**ASSIGNMENT**
A complete answer lists every line of the entries below where the string "main" appears.

**SOURCE MATERIAL**
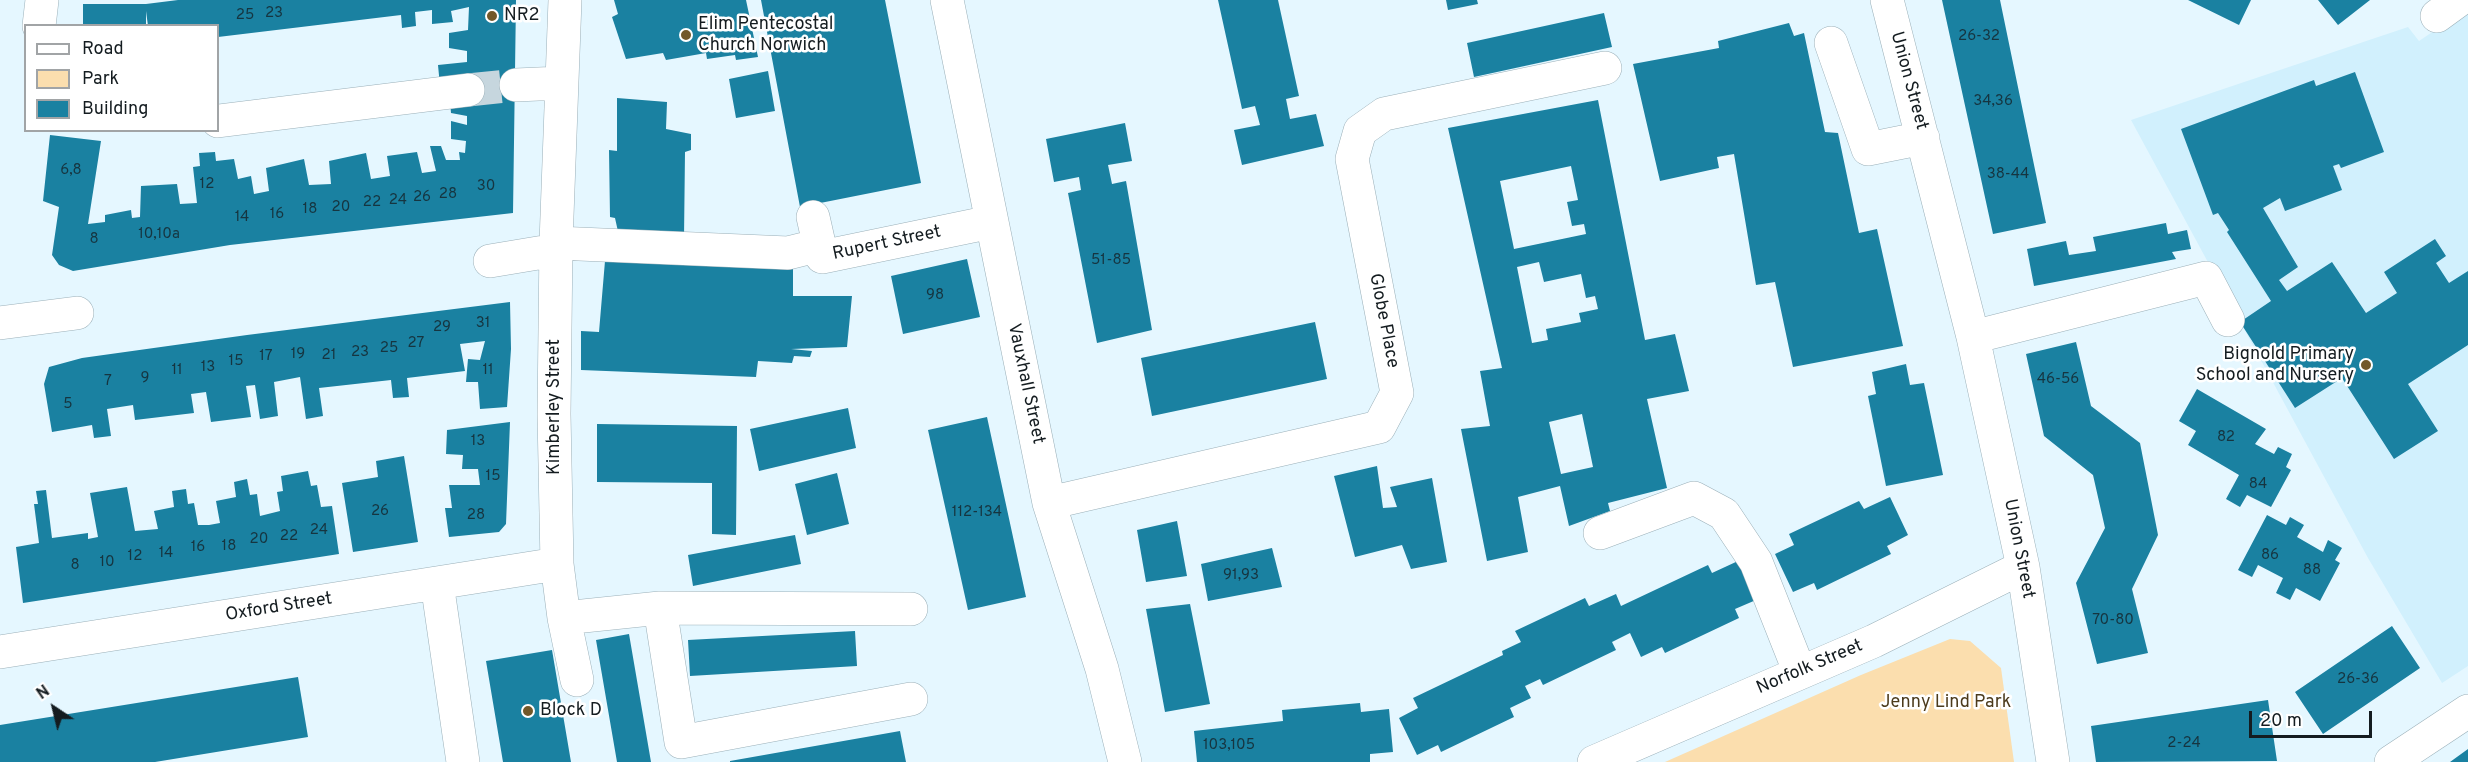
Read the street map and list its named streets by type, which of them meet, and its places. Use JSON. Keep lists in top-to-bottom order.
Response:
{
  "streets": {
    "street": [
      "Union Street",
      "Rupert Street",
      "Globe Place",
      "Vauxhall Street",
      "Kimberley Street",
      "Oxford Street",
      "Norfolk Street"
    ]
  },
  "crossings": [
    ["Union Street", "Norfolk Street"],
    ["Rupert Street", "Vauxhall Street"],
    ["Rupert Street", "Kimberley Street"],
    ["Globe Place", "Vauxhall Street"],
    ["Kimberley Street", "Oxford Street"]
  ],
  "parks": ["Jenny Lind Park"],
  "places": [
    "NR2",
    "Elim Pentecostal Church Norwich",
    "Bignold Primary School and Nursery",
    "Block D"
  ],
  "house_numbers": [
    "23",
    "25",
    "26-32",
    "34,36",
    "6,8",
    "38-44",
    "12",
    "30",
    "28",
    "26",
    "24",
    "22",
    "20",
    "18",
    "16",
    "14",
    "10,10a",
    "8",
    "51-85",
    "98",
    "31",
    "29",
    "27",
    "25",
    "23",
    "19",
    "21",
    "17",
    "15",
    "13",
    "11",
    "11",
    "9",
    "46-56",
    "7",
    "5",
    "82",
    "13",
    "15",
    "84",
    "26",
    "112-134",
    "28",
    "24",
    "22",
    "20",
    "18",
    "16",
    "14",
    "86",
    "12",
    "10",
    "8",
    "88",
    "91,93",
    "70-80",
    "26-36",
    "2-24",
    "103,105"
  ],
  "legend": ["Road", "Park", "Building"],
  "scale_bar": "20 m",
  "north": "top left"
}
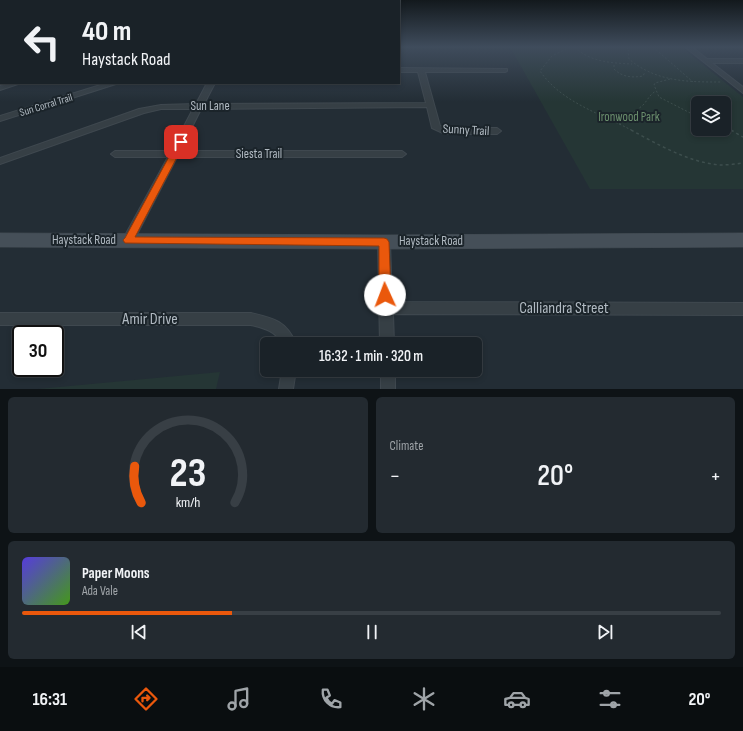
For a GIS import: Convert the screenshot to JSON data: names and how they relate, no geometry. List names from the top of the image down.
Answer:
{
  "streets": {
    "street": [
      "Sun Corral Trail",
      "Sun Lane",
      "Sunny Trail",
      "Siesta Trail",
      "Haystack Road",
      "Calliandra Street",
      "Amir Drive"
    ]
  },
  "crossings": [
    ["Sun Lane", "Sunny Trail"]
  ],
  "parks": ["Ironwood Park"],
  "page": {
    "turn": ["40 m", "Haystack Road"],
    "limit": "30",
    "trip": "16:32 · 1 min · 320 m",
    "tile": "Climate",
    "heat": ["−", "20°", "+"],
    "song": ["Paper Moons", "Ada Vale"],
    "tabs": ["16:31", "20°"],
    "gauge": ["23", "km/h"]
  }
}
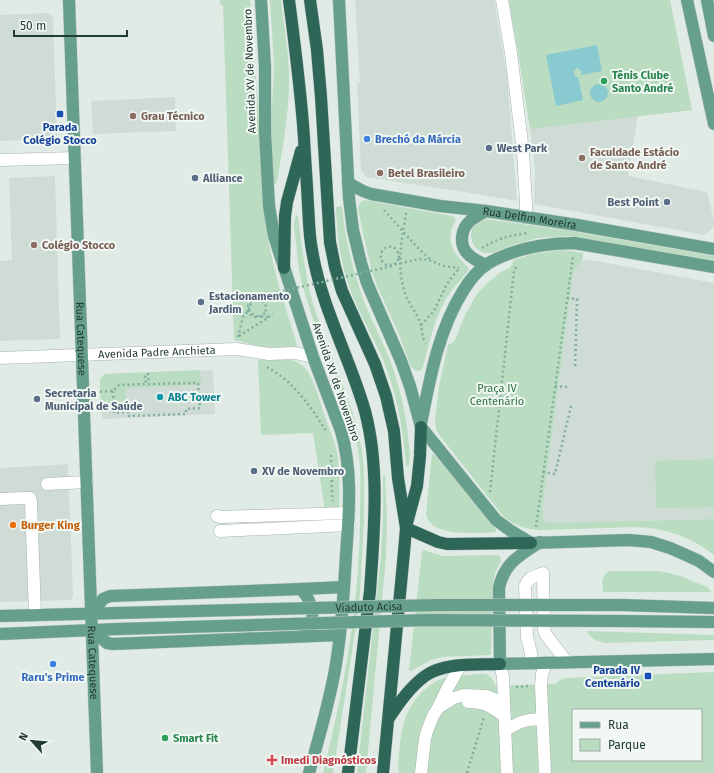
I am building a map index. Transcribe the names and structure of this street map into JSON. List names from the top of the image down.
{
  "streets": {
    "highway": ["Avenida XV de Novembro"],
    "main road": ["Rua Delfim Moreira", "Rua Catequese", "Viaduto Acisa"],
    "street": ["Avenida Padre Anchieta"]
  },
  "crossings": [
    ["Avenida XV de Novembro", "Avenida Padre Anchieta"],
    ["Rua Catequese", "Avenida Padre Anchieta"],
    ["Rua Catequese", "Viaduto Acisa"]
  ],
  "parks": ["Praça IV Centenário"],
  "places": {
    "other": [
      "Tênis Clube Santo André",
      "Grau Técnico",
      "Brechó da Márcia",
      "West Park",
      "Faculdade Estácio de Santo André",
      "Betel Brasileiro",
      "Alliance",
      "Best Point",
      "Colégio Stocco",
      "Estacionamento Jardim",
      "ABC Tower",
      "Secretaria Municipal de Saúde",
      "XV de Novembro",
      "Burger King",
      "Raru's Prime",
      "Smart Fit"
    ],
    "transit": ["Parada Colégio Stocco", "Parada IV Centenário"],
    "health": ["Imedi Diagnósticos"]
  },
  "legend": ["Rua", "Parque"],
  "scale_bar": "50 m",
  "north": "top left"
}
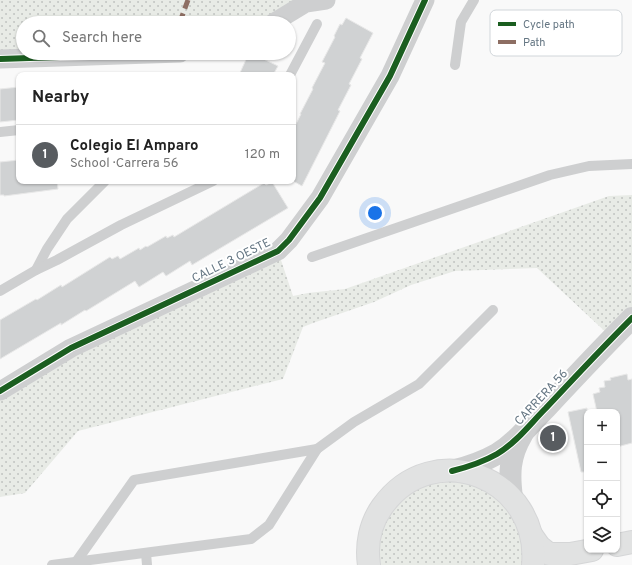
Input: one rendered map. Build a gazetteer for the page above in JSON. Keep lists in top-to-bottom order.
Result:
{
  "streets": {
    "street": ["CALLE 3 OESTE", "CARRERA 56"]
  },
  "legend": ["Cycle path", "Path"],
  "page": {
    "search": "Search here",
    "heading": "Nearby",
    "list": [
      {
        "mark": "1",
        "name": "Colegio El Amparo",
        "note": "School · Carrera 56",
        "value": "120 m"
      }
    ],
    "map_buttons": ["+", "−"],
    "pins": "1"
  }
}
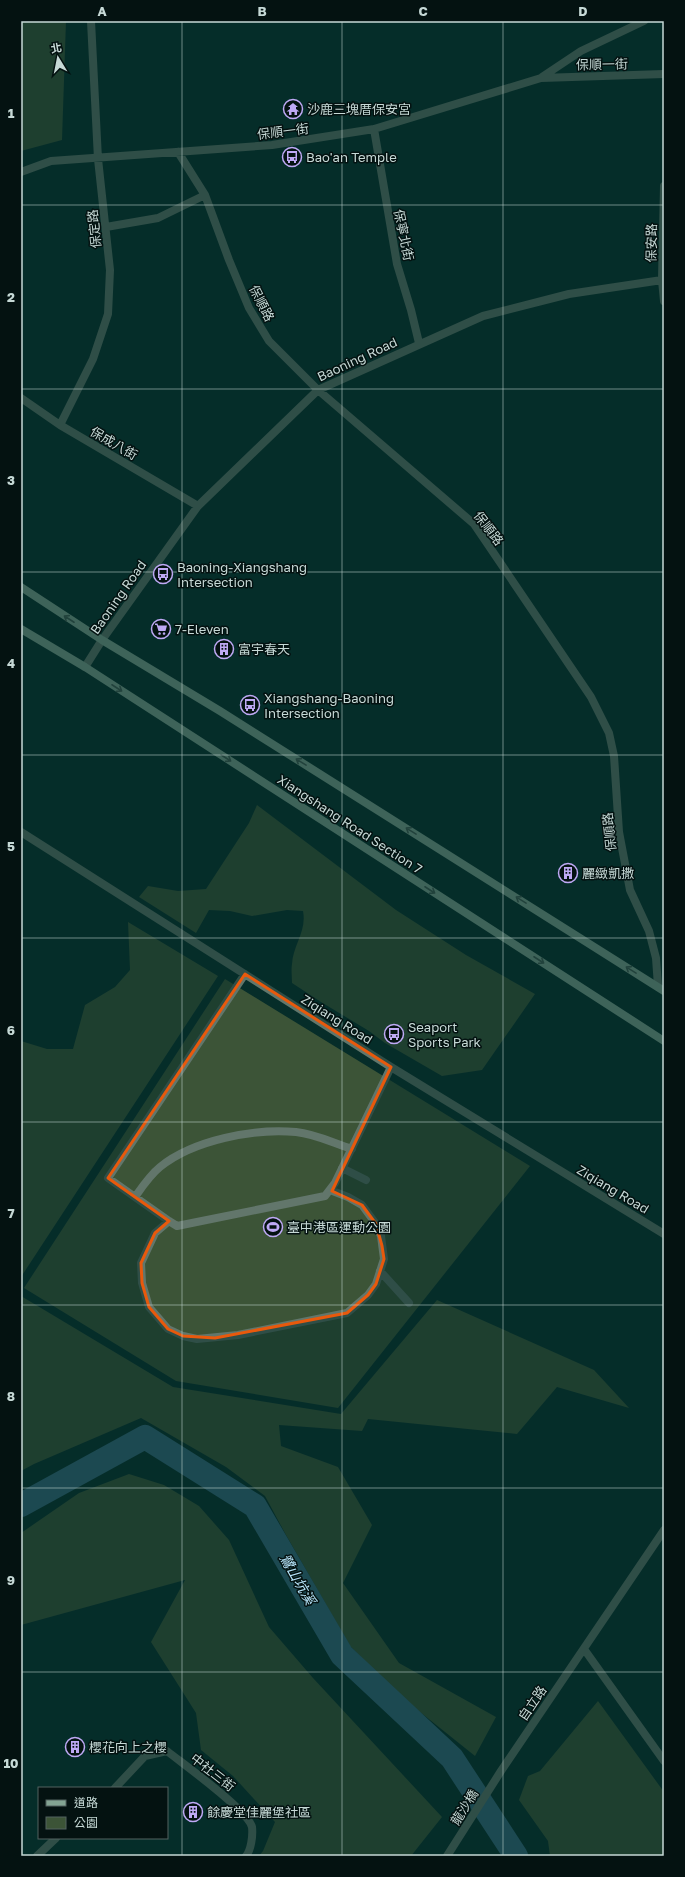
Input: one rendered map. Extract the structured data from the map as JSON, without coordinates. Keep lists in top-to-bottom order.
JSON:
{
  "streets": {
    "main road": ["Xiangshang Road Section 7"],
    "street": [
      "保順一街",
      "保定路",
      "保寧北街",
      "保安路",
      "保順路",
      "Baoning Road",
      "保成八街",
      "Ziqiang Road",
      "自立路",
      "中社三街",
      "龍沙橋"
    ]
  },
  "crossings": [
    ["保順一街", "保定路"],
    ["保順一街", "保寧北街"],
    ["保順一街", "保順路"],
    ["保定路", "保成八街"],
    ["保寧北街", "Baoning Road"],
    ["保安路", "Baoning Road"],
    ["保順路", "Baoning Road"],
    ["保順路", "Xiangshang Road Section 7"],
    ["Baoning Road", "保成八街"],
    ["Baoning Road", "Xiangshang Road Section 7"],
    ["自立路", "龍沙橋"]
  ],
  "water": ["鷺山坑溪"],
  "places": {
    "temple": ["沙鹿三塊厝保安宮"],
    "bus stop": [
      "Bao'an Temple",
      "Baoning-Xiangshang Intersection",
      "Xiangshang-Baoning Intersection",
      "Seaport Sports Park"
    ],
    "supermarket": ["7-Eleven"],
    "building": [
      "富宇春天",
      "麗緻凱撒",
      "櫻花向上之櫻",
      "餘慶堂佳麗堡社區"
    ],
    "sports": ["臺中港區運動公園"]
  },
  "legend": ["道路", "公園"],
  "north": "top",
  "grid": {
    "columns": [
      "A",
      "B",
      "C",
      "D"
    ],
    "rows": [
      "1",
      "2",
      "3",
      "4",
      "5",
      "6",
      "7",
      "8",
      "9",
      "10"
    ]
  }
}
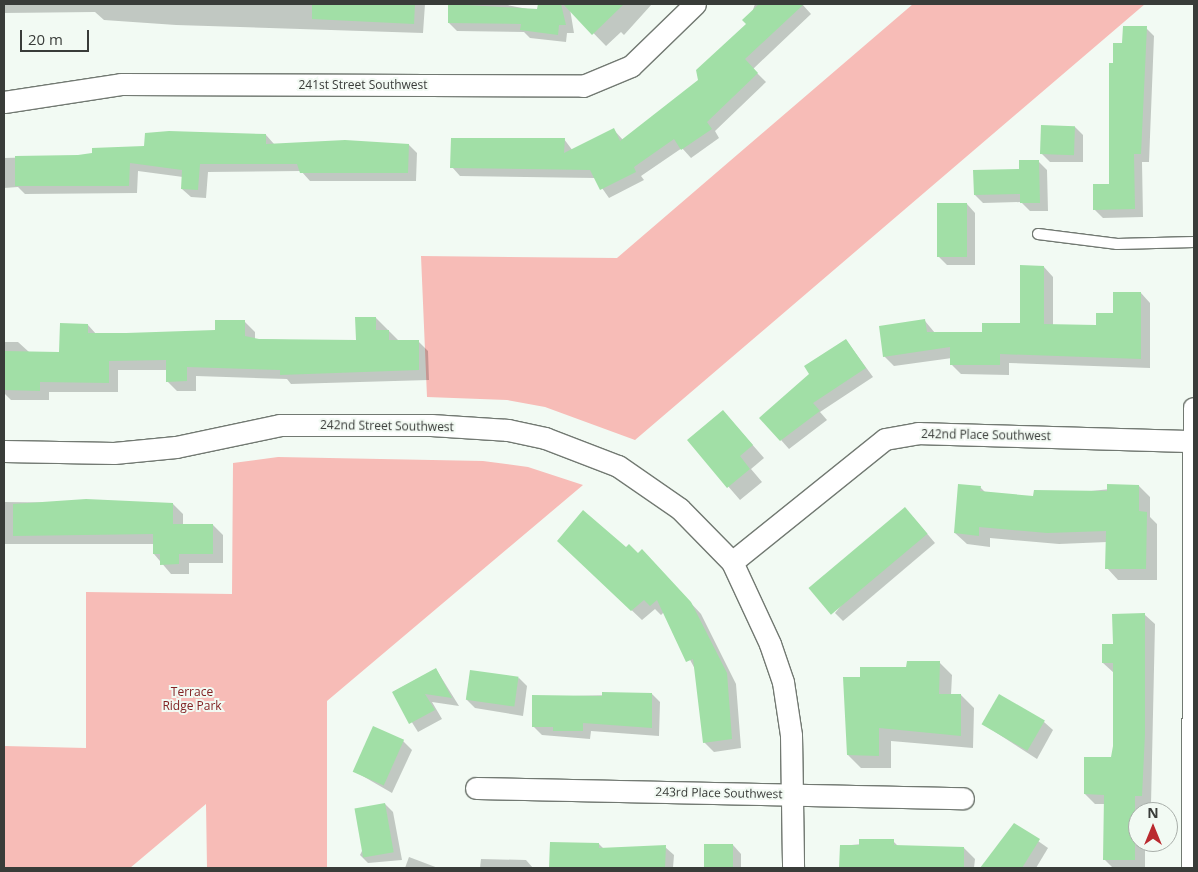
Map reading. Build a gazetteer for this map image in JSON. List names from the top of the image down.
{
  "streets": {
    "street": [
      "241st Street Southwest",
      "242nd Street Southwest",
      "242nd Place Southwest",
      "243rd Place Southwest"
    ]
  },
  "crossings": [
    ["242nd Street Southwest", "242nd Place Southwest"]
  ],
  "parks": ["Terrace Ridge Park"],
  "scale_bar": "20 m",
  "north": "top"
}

**TASK ANSWER**
    "main road": ["Rua Delfim Moreira", "Rua Catequese", "Viaduto Acisa"],
    "main road": ["Xiangshang Road Section 7"],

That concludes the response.